Saturday, December 30th, 2006

Saddam Hussein is dead. Good riddance.

I find it interesting that there are certain similarities between Saddam’s termination and some conducted by another tyrant in another time.

Erwin von Witzleben was arrested on 20 July 1944 for participating in Count Claus von Stauffenberg’s attempt on Hitler’s life at the Wolf’s Lair in East Prussia. He was cast out of the Wehrmacht by the so-called Ehrenhof der Wehrmacht (”The Regular Army’s Court of Honour”), a conclave of officers set up after the attempted assassination to remove officers from the Wehrmacht who had been involved in the plot, mainly so that they could be tried at the Volksgerichtshof rather than at a court-martial.
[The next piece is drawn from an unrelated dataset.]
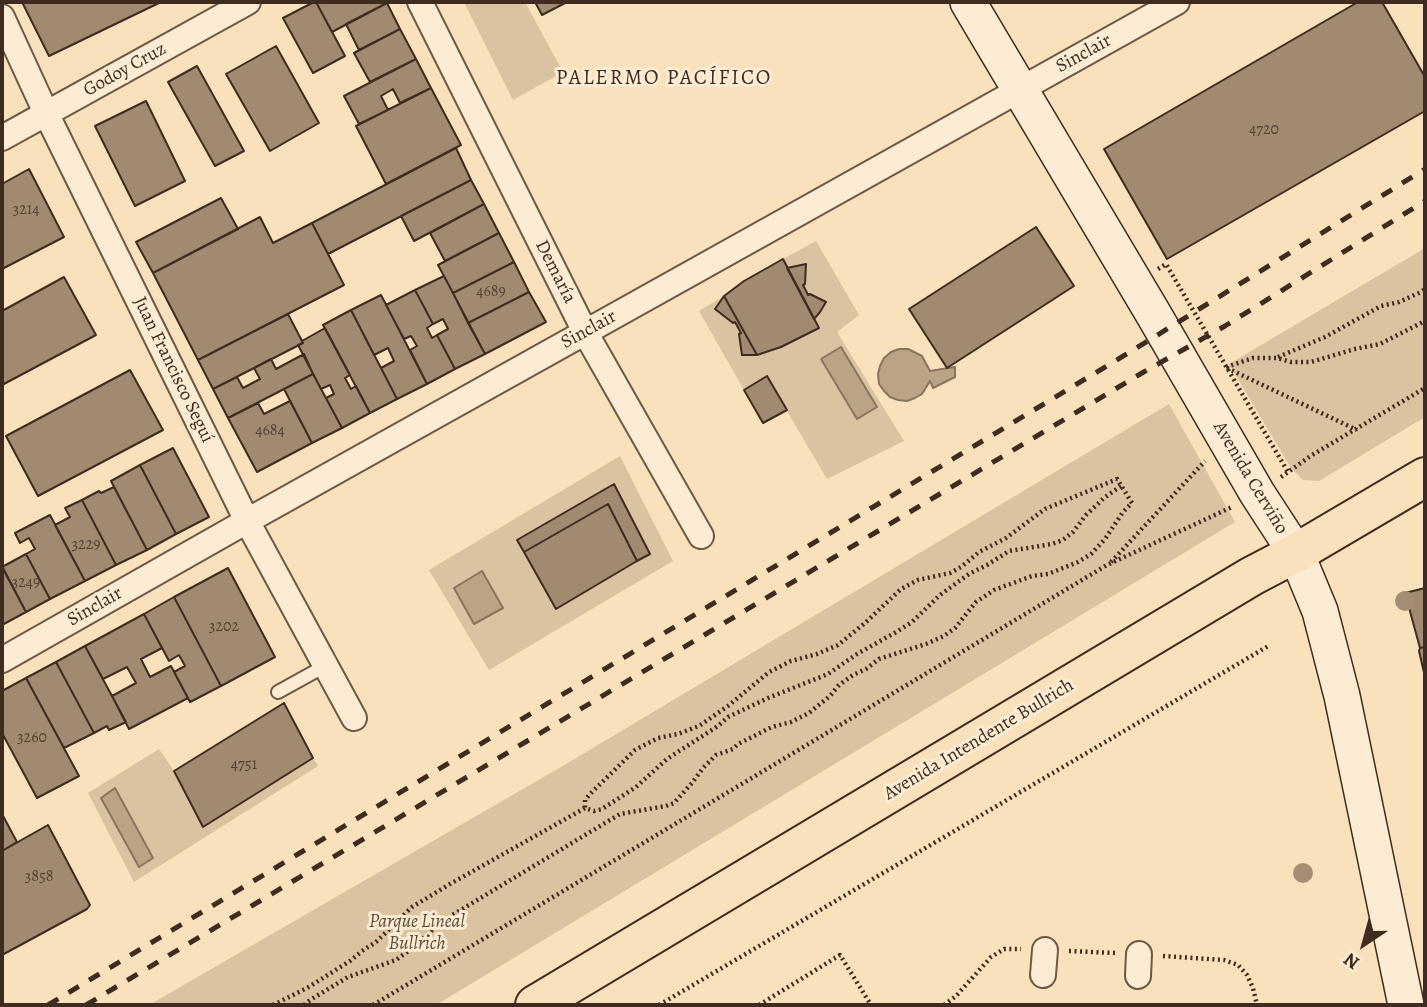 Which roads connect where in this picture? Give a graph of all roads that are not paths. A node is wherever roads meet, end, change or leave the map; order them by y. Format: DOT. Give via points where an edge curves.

It was as if he was declared an enemy alien
so he could be tried outside of his nation’s laws.

Erwin von Witzleben was put to death the same day he was tried at Plötzensee Prison in Berlin. He was hanged with piano wire, with the execution filmed for Hitler’s viewing in the privacy of his personal theater

I wonder if Bush has a video of the execution of Karla Faye Tucker? He must get off on executions, because of the 232 people who have been executed in Texas since 1973, (fifth in the world in executions as of October 25, 2000), the Chicago Tribune reported that 131 Texas executions were performed while Bush was Texas’ Governor - more than half.

We don’t have to question, however, whether Bush has videos of the execution of Saddam. You ghouls out there can see the noose being put around Saddam’s neck by clicking on the link so thoughtfully provided by CNN in their report of the execution. [Find it yourself!]

You know that the execution was carried live to Crawford.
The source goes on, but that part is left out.